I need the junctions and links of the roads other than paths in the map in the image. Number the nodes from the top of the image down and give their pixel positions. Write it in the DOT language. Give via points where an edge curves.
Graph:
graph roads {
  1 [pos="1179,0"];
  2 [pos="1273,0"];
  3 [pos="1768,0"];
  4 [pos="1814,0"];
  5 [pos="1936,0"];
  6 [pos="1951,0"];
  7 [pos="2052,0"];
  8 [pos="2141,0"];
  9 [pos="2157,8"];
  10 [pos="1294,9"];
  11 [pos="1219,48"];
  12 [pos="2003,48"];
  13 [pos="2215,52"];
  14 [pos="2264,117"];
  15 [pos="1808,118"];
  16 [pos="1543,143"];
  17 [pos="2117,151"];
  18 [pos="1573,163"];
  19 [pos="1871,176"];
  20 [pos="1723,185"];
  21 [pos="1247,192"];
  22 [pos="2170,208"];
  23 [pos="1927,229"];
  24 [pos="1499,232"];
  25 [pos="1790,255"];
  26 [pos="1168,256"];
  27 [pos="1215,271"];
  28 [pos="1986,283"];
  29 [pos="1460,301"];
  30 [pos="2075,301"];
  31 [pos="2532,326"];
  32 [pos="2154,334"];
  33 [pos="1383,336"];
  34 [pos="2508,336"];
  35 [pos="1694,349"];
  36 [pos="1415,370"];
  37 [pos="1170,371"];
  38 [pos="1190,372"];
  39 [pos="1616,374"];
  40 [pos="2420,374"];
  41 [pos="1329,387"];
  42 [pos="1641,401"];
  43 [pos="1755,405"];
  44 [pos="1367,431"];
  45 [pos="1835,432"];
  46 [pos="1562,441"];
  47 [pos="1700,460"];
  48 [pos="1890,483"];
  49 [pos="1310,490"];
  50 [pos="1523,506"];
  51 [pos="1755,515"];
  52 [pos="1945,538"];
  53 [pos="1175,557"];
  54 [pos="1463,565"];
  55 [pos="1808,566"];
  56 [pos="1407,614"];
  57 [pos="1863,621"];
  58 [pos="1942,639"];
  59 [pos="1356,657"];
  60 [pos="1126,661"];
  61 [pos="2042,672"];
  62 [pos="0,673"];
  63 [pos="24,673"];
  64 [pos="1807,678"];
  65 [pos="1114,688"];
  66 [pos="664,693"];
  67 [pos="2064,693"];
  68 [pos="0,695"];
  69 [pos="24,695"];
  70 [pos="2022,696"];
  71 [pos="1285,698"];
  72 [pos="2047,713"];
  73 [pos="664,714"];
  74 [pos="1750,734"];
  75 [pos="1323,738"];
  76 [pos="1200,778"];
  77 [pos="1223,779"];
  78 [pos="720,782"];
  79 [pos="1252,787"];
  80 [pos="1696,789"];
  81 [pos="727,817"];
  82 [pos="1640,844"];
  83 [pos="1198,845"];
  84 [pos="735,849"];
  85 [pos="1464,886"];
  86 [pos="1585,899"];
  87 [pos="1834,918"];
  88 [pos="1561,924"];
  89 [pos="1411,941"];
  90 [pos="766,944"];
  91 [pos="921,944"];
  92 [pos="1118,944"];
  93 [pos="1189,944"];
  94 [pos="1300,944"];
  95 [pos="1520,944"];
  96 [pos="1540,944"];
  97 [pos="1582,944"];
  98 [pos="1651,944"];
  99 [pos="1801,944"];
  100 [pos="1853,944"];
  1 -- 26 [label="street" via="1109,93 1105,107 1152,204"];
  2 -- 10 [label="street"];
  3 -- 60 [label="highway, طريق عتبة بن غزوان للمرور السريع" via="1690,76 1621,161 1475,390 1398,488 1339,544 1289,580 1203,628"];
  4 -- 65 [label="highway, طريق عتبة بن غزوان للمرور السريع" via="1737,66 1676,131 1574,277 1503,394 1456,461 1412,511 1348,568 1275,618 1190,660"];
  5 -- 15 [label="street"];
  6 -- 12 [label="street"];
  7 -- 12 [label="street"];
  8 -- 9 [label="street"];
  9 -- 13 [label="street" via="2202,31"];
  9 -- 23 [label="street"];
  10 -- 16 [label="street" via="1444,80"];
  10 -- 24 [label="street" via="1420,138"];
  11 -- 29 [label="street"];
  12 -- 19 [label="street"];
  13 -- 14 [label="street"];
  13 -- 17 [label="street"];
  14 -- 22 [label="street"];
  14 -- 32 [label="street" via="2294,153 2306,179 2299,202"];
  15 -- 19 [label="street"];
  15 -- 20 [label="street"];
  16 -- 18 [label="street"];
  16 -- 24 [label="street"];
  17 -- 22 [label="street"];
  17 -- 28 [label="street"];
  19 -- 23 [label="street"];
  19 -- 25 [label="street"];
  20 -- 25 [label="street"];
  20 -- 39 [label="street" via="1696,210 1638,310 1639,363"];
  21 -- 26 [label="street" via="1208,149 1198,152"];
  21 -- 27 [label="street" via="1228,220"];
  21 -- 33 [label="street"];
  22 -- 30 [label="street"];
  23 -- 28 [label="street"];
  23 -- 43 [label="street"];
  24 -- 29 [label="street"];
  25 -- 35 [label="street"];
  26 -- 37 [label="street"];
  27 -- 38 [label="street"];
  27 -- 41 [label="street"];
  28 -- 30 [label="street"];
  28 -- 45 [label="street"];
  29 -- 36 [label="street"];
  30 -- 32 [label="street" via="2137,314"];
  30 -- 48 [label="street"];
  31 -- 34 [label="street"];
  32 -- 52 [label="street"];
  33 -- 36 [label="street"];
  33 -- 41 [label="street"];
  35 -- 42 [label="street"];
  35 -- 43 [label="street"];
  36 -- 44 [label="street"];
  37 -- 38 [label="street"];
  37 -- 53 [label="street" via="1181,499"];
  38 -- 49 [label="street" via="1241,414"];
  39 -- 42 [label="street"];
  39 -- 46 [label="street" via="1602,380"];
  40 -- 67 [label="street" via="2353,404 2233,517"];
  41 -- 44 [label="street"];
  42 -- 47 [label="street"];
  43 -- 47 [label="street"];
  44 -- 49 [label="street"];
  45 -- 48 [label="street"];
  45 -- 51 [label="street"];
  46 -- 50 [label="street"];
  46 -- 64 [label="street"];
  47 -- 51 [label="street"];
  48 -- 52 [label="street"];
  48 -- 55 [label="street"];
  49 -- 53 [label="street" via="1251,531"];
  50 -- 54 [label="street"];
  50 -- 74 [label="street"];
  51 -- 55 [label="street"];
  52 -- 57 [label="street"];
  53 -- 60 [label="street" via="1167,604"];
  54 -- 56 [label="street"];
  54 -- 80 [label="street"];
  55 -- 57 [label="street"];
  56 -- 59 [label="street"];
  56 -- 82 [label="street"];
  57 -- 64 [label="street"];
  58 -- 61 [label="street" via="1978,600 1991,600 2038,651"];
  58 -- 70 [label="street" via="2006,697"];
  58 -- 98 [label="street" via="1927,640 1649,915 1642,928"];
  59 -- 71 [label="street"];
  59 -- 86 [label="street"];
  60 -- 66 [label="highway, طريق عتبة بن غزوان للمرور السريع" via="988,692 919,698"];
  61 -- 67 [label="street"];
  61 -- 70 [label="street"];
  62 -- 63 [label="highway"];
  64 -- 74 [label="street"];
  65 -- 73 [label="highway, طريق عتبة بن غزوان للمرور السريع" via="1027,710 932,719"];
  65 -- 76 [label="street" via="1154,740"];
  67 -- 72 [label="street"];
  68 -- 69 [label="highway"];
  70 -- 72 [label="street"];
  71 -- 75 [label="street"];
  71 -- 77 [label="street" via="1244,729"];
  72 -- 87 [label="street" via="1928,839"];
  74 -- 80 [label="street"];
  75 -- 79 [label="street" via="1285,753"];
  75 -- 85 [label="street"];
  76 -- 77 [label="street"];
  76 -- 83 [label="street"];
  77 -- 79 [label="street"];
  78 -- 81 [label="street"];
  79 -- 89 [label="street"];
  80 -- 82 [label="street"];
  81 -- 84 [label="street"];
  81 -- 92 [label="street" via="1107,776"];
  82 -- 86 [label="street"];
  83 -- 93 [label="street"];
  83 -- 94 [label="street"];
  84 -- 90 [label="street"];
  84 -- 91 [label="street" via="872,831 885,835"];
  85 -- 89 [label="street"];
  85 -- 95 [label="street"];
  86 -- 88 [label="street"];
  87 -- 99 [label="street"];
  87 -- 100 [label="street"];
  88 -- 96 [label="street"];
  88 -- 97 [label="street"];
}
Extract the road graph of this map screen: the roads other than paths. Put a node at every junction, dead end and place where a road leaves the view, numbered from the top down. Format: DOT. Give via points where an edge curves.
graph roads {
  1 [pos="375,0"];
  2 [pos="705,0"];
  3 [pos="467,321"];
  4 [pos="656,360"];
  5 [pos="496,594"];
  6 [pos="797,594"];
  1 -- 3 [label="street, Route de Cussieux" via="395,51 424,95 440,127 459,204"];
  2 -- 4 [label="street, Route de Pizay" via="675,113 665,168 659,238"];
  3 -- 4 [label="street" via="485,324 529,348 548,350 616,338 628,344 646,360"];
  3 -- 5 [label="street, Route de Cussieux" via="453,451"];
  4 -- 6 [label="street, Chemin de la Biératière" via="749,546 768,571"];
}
————————
- [Work item]
Look through the entries above. Extract each line with the word "Cussieux".

- [Response for this exercise]
  1 -- 3 [label="street, Route de Cussieux" via="395,51 424,95 440,127 459,204"];
  3 -- 5 [label="street, Route de Cussieux" via="453,451"];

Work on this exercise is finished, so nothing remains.